[What you need to do]: The listing below is the input. Say how many of its lines contain "HUNTS", giving the number alone.

[Material for the task]:
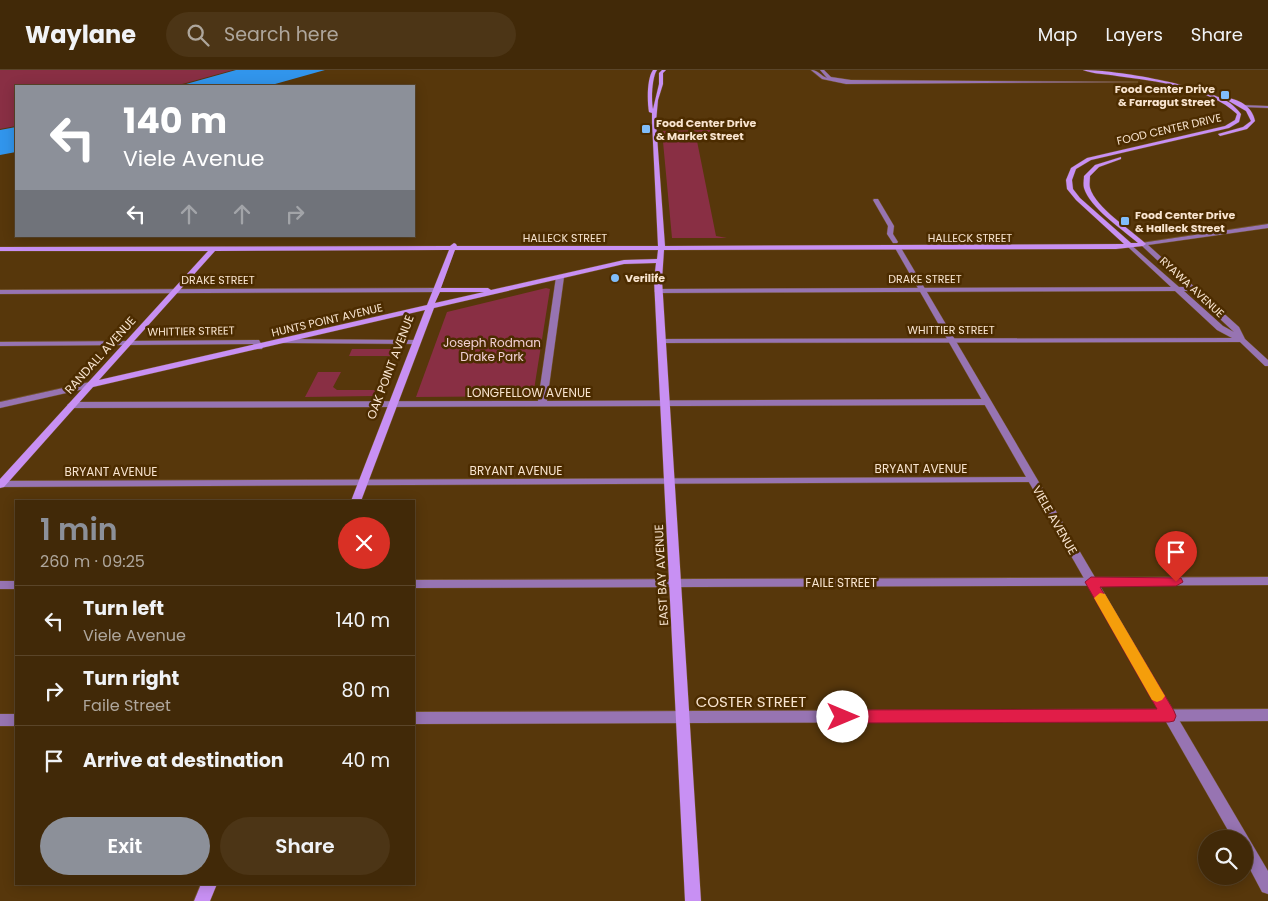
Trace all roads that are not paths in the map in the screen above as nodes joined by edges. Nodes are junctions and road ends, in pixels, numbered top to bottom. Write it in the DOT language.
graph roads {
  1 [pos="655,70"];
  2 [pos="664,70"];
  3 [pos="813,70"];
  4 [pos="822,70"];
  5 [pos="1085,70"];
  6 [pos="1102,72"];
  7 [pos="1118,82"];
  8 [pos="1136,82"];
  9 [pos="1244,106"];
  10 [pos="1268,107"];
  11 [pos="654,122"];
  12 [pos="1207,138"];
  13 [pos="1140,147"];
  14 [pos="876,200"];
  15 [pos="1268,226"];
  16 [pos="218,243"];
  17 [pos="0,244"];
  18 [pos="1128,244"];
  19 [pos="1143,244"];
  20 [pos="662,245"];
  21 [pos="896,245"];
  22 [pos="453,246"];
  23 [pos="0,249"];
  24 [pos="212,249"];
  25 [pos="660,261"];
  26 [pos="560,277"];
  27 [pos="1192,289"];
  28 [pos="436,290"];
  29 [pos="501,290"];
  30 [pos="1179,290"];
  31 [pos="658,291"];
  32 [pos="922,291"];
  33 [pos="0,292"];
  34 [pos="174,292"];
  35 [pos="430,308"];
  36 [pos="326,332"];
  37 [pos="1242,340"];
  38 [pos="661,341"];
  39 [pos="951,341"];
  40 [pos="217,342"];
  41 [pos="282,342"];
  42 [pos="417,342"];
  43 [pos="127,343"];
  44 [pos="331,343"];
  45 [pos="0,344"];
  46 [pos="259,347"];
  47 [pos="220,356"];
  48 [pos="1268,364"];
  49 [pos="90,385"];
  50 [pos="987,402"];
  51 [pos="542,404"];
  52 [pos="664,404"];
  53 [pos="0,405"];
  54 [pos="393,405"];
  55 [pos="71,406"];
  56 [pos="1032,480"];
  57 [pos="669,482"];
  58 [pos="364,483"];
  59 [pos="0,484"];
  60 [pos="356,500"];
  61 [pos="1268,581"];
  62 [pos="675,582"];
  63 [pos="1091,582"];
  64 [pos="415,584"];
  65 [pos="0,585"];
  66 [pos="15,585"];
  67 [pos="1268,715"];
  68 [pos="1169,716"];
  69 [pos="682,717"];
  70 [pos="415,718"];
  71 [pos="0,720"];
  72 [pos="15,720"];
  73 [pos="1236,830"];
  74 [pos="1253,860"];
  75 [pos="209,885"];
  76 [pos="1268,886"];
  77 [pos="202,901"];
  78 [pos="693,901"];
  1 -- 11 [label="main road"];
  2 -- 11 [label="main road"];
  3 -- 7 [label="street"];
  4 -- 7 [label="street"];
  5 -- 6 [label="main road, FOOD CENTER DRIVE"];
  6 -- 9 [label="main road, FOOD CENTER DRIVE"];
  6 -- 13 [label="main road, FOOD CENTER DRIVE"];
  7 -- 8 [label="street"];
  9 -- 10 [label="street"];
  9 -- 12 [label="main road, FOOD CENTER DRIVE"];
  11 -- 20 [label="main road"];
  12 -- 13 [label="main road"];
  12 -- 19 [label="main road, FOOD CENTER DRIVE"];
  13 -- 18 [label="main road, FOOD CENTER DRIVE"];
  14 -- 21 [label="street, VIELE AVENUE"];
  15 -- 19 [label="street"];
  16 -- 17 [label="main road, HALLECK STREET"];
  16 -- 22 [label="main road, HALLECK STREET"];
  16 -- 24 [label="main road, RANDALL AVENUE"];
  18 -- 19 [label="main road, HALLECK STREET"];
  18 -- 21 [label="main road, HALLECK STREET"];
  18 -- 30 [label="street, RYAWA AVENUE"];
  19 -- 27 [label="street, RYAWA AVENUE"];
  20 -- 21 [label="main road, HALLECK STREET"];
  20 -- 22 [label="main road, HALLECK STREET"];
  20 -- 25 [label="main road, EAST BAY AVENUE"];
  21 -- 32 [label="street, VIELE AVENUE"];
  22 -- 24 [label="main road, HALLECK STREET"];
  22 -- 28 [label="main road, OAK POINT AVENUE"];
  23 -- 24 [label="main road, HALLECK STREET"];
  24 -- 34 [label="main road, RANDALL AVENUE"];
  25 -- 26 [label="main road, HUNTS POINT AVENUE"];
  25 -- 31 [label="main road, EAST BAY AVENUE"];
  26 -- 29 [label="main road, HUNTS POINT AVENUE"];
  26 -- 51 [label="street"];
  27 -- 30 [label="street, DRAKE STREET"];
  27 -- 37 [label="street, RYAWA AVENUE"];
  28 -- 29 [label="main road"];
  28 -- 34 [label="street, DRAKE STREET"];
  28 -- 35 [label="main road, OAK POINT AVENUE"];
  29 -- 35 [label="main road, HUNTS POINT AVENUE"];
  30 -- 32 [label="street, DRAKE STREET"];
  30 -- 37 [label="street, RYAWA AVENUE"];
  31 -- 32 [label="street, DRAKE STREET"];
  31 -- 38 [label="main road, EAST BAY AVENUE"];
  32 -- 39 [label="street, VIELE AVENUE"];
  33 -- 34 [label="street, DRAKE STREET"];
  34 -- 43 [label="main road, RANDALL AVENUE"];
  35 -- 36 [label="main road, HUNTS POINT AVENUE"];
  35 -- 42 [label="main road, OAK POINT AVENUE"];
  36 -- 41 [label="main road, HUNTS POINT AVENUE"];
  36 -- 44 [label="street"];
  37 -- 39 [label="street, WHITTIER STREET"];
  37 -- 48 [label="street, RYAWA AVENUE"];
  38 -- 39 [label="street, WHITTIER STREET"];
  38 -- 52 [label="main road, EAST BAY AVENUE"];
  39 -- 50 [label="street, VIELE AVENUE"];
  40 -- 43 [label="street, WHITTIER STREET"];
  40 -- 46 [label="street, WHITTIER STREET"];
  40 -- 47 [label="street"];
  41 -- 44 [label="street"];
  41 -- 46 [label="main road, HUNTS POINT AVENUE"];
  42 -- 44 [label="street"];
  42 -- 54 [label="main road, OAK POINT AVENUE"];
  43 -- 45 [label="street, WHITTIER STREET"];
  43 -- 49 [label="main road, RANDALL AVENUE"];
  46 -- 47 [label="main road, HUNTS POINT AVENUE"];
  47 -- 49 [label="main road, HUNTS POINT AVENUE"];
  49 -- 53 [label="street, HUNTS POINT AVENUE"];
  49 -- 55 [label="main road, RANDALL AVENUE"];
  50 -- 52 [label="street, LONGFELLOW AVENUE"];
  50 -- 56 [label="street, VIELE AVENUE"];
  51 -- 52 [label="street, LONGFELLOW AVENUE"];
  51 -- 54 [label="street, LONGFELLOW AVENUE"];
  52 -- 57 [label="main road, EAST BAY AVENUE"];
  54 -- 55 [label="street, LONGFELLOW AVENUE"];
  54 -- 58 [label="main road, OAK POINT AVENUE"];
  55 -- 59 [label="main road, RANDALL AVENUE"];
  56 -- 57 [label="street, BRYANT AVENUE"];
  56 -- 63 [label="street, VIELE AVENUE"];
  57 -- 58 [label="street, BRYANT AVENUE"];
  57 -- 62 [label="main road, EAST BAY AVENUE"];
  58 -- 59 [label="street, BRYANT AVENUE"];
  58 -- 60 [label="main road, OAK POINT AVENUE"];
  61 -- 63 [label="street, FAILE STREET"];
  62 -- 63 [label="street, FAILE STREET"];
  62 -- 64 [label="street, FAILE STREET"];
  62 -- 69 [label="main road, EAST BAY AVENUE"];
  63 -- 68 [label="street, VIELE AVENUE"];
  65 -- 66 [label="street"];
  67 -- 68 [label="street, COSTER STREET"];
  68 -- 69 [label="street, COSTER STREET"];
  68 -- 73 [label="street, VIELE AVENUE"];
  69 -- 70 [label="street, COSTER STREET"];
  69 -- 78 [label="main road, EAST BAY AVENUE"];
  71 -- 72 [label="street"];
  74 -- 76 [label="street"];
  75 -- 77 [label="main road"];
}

[Task response]: 9